Mein Jakobsweg – Finisterra: Ankunft am Ende der Welt

Mein Jakobsweg – Finisterra: Ankunft am Ende der Welt

Anna aus Schweden und Solveig aus Dänemark wollen, genau wie ich, auch noch von Santiago de Compostela nach Finisterra fahren. Wir überlegen, ein Auto zu mieten, denn der Bus braucht 3 Stunden und hält unterwegs an 48 Stationen an. Wir laufen also durch halb Santiago mit unseren Rucksäcken und werden direkt wieder wie Pilger mit „Buen Camino“ gegrüßt. Am Bahnhof gibt es verschiedene Autovermietungen und wir klappern alle ab, denn wir wollen ein möglichst günstiges Auto.

Als wir uns dann für einen Anbieter entschieden haben, braucht dieser eine gefühlte Ewigkeit, bis er die Daten von Anna, die den Wagen fahren wird, erfasst hat. Nur, um dann festzustellen, dass sie den Führerschein noch kein ganzes Jahr hat. Solveig hat ihren Führerschein seit zwei Jahren, ist aber erst 20 Jahre alt. Tja und mein Führerschein schlummert zu Hause im Portemonnaie. Ich bin 31 und habe den Führerschein seit 13 Jahren, was somit kein Problem darstellen würde, aber zu Hause nützt er mir nicht. Da der letzte Bus nach Finisterra erst um 19 Uhr fährt und drei Stunden braucht, sehe ich mich schon in der Albergue in Finisterra anrufen, um meine Reservierung um einen Tag zu ändern und mir ein Bett in Santiago für die Nacht suchen, als er uns den Tipp gibt, nochmal ein Stück weiter die Straße herunter bei Sixt nachzufragen.
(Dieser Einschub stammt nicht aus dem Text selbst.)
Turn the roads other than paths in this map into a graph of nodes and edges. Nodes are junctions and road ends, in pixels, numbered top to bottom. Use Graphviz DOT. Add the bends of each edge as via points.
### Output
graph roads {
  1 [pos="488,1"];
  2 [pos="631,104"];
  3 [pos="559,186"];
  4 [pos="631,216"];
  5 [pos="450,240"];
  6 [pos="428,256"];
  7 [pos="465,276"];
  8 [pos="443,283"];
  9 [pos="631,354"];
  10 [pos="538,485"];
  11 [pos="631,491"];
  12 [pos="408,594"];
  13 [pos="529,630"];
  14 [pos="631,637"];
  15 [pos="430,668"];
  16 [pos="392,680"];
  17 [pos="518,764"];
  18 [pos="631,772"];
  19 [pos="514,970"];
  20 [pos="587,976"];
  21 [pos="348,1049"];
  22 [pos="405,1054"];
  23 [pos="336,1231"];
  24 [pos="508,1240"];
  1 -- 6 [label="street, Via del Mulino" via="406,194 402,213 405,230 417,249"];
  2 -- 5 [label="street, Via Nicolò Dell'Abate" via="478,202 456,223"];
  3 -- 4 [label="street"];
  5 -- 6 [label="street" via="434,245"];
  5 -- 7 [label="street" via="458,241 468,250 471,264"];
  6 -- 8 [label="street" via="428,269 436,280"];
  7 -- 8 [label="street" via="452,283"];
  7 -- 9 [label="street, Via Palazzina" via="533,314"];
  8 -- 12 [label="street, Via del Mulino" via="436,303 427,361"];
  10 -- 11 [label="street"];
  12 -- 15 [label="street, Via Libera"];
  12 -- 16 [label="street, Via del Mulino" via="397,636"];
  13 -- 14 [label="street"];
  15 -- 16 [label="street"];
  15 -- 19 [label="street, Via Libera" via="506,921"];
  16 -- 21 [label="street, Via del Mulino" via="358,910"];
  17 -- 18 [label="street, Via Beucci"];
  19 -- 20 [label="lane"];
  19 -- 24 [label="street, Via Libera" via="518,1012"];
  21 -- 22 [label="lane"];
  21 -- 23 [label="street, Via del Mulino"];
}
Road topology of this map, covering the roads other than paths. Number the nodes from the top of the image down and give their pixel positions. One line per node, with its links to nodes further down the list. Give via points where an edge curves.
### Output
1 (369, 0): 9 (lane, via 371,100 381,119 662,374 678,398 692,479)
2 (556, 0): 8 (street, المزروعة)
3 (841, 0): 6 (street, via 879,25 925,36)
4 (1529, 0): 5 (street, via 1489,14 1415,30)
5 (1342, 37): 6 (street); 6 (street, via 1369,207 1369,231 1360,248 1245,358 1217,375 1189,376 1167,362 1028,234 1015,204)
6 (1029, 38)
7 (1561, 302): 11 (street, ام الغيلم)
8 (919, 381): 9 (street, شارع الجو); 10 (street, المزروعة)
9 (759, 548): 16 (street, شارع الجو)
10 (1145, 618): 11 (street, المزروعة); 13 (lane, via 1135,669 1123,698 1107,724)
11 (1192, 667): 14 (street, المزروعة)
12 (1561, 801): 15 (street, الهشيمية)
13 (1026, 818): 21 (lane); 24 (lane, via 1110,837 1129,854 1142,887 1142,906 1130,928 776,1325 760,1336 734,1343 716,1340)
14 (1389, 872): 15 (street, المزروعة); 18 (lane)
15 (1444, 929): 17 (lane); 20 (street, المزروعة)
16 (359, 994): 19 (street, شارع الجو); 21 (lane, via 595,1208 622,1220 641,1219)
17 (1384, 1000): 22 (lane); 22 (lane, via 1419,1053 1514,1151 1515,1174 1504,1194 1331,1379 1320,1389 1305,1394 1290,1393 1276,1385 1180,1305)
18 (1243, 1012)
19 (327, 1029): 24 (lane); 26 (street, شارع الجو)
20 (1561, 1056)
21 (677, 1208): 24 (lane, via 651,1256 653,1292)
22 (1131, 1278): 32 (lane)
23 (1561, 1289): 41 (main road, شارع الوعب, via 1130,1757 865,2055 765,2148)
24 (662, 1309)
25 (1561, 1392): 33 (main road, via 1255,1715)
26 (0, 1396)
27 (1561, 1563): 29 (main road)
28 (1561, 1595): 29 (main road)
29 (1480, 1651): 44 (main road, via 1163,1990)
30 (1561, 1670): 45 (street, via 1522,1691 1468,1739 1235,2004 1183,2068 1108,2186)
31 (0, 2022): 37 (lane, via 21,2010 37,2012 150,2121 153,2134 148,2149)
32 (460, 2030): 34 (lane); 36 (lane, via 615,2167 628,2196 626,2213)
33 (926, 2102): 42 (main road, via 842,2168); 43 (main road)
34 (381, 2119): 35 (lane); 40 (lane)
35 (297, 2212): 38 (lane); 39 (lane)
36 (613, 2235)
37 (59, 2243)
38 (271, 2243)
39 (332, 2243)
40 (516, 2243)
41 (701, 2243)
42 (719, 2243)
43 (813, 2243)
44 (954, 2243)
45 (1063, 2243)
Sixt ist es nur wichtig, dass Anna über 21 Jahre alt ist, egal wie lange sie den Führerschein hat. Und der Preis ist ähnlich wie bei den anderen Anbietern. Insgesamt ist diese Art der Fortbewegung für mich mehr als doppelt so teuer, als mit dem Bus zu fahren, trotzdem genieße ich unseren kleinen Roadtrip. Nach gut 1 1/2 Stunden sind wir da und laufen erstmal ein bisschen durch die Stadt, um eine Albergue für die beiden zu finden. Auf dem Weg bleiben wir aber an einem Geschäft hängen, dass Goa-Fashion verkauft und gleichzeitig Essen anbietet. Solveig kauft sich dort eine Hose und auch Anna und ich probieren ein paar Kleidungsstücke an. Für mich sind die bunten Hosen allerdings nichts. Ich würde sie wahrscheinlich nur im Haus tragen und dafür habe ich wahrlich schon genug Kleidungsstücke. Der Duft des Essens bereitet uns großen Hunger. Aber erstmal wollen wir die Rucksäcke loswerden.
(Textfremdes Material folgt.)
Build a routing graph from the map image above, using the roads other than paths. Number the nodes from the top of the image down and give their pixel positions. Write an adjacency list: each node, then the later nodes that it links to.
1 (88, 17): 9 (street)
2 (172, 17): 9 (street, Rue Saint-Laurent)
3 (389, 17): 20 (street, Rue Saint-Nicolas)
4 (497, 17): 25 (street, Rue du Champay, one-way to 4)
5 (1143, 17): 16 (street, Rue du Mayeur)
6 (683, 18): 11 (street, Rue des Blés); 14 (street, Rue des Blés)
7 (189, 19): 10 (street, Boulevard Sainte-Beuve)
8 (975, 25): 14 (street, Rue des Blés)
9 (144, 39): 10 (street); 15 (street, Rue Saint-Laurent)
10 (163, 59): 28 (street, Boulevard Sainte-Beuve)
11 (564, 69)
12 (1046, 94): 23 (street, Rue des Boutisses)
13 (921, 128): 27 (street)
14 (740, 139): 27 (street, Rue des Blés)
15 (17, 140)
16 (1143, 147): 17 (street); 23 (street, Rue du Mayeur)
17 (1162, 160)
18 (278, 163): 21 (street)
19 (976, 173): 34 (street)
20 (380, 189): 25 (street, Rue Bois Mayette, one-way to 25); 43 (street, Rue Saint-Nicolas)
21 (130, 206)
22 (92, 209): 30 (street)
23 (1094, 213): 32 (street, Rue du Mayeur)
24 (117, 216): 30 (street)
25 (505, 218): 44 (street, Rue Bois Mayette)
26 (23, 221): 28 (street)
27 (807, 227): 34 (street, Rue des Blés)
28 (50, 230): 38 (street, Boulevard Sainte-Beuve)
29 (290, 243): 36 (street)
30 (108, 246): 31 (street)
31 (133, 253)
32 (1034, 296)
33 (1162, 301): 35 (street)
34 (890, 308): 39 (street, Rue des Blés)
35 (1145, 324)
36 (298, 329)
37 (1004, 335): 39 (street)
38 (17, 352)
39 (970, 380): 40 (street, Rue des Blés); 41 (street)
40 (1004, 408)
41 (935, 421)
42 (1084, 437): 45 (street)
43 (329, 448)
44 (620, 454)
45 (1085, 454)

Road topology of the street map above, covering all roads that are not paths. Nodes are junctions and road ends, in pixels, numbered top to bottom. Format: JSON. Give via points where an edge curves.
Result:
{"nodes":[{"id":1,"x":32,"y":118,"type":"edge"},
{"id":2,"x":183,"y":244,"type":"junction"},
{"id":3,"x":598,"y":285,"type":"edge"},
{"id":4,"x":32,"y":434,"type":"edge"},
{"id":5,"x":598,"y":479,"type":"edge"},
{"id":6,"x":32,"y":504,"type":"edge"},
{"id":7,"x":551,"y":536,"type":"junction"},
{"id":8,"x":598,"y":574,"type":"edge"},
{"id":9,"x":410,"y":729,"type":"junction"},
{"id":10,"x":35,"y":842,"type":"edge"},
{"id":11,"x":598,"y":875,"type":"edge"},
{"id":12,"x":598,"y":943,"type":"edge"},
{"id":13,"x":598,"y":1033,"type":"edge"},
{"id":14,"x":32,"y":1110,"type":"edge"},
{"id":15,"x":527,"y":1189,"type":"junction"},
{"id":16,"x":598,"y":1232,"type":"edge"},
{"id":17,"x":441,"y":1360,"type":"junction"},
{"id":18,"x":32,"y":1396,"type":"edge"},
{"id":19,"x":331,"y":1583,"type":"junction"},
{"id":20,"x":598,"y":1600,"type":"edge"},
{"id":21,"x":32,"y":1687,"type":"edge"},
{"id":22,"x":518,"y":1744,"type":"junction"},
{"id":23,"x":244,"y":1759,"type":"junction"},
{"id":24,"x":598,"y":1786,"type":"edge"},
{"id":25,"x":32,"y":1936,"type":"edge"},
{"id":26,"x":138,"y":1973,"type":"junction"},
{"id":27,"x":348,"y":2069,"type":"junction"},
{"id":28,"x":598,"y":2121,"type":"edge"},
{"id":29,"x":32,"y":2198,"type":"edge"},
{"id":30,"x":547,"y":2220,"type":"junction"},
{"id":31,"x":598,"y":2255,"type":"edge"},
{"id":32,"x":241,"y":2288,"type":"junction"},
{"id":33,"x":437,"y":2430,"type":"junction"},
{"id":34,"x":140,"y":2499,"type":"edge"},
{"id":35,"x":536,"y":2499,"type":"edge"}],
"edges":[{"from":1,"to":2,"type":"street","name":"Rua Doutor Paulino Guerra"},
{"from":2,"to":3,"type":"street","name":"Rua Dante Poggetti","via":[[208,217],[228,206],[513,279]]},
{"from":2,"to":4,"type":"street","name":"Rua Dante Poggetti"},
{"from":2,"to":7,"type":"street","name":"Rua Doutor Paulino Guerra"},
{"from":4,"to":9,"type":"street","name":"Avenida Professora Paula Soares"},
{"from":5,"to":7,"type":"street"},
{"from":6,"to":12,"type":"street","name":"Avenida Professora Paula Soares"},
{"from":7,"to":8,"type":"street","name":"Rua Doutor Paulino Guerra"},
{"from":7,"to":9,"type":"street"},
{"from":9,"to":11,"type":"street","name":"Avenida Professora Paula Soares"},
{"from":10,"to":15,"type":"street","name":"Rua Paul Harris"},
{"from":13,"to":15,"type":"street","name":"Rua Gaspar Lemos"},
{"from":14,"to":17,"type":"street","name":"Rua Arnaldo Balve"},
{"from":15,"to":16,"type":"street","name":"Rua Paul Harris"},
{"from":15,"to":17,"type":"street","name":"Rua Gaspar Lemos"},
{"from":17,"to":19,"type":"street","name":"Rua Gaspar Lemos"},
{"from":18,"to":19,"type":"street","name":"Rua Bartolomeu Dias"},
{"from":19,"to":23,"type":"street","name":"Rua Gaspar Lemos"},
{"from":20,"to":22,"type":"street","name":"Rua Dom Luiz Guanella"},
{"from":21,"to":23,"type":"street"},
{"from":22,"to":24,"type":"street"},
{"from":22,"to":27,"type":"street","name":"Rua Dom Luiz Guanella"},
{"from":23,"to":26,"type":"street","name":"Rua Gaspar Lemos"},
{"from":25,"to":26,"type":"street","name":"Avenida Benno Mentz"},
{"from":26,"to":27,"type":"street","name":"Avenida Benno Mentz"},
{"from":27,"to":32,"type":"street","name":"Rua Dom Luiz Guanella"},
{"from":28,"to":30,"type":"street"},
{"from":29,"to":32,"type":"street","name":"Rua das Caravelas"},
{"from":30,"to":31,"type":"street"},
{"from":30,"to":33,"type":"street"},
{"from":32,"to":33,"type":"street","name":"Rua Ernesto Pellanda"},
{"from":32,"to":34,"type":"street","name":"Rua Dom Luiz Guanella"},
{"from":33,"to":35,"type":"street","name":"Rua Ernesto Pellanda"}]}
Die Albergue Municipal, die Gemeindeherberge, ist schon voll. Also gehen wir weiter die Straße entlang und kommen an meiner Albergue vorbei. Die Nacht kostet 11 €, was auch Anna und Solveig ok finden und einfach mit mir einchecken. Mein gestern gekochtes Ratatouille schmeckt uns als Appetizer, während wir eingecheckt werden.
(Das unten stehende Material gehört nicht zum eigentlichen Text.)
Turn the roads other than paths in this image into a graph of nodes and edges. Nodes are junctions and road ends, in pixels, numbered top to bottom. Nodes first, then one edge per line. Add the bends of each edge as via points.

Danach gehen wir zum Supermarkt um Wein, Chips und Schokolade zu kaufen. Das wollen wir mit zum Leuchtturm nehmen, um den Sonnenuntergang zu sehen. Den Weg dorthin gehen wir natürlich zu Fuß und dort stoßen wir auf den o km Meilenstein. Es ist ein komisches Gefühl, am „Ende der Welt“ zu stehen und auf das Meer zu schauen. Leider regnet es und der Wind macht es auch nicht angenehmer. Wir klettern auf den Felsen um den Leuchtturm herum und entdecken ein Stück Mauer, das den Wind ein wenig abhält. Dort trinken wir Rotwein und essen Chips und Schokolade. Den Sonnenuntergang sehen wir nicht, da es total nebelig ist. Wir können nicht mal sehen, wo die Sonne ist. Nur anhand der Himmelsrichtung kann ich bestimmen, dass die Sonne rechts von uns sein muss. Schade, dass Anna und Solveig nur diesen einen Tag in Finisterra bleiben, so können sie den Sonnenuntergang nicht sehen. Ich werde Mittwoch oder Donnerstag nochmal zum Leuchtturm hinauf gehen, da das Wetter dann besser sein soll. Kathi und Lara müssten dann auch hier sein und vielleicht mögen Sandra und Matti, Sandras Freund uns auch begleiten.

Als der Nieselregen wieder stärker wird, gehen wir zurück in die Stadt, um etwas „richtiges“ zu Essen. Wir wählen eine Pizzeria aus, die einen schönen Blick auf den Hafen bietet. Dort angekommen, kommen plötzlich Sandra und Matti an. Ich freue mich sehr, sie wiederzusehen! Wir essen gemeinsam und gehen danach an den Strand, wo eine „Hippie“ – Party stattfinden soll. Aber wir finden nichts. Auf dem Rückweg in die Stadt kommen wir an einem Café vorbei, das von einer bunten Truppe aus Auswanderern und Pilgern betrieben wird. Dort steigt die Beachparty, die wegen des Wetters nach drinnen verlegt wurde. Das Glas Wein kostet 1 €, die Luft ist stickig und die Leute ulkig. Ich fühle mich wie auf einer Studentenparty. Wir haben eine Menge Spaß und feiern ausgelassen. Gegen kurz nach 1 Uhr habe ich genug und spaziere am Meer entlang zurück zur Albergue, die glücklicherweise einen Türcode hat und so ein Kommen und Gehen rund um die Uhr erlaubt. Ich genieße noch ein paar Minuten das Rauschen der Wellen, bis ich hineingehe und sofort ins Bett falle.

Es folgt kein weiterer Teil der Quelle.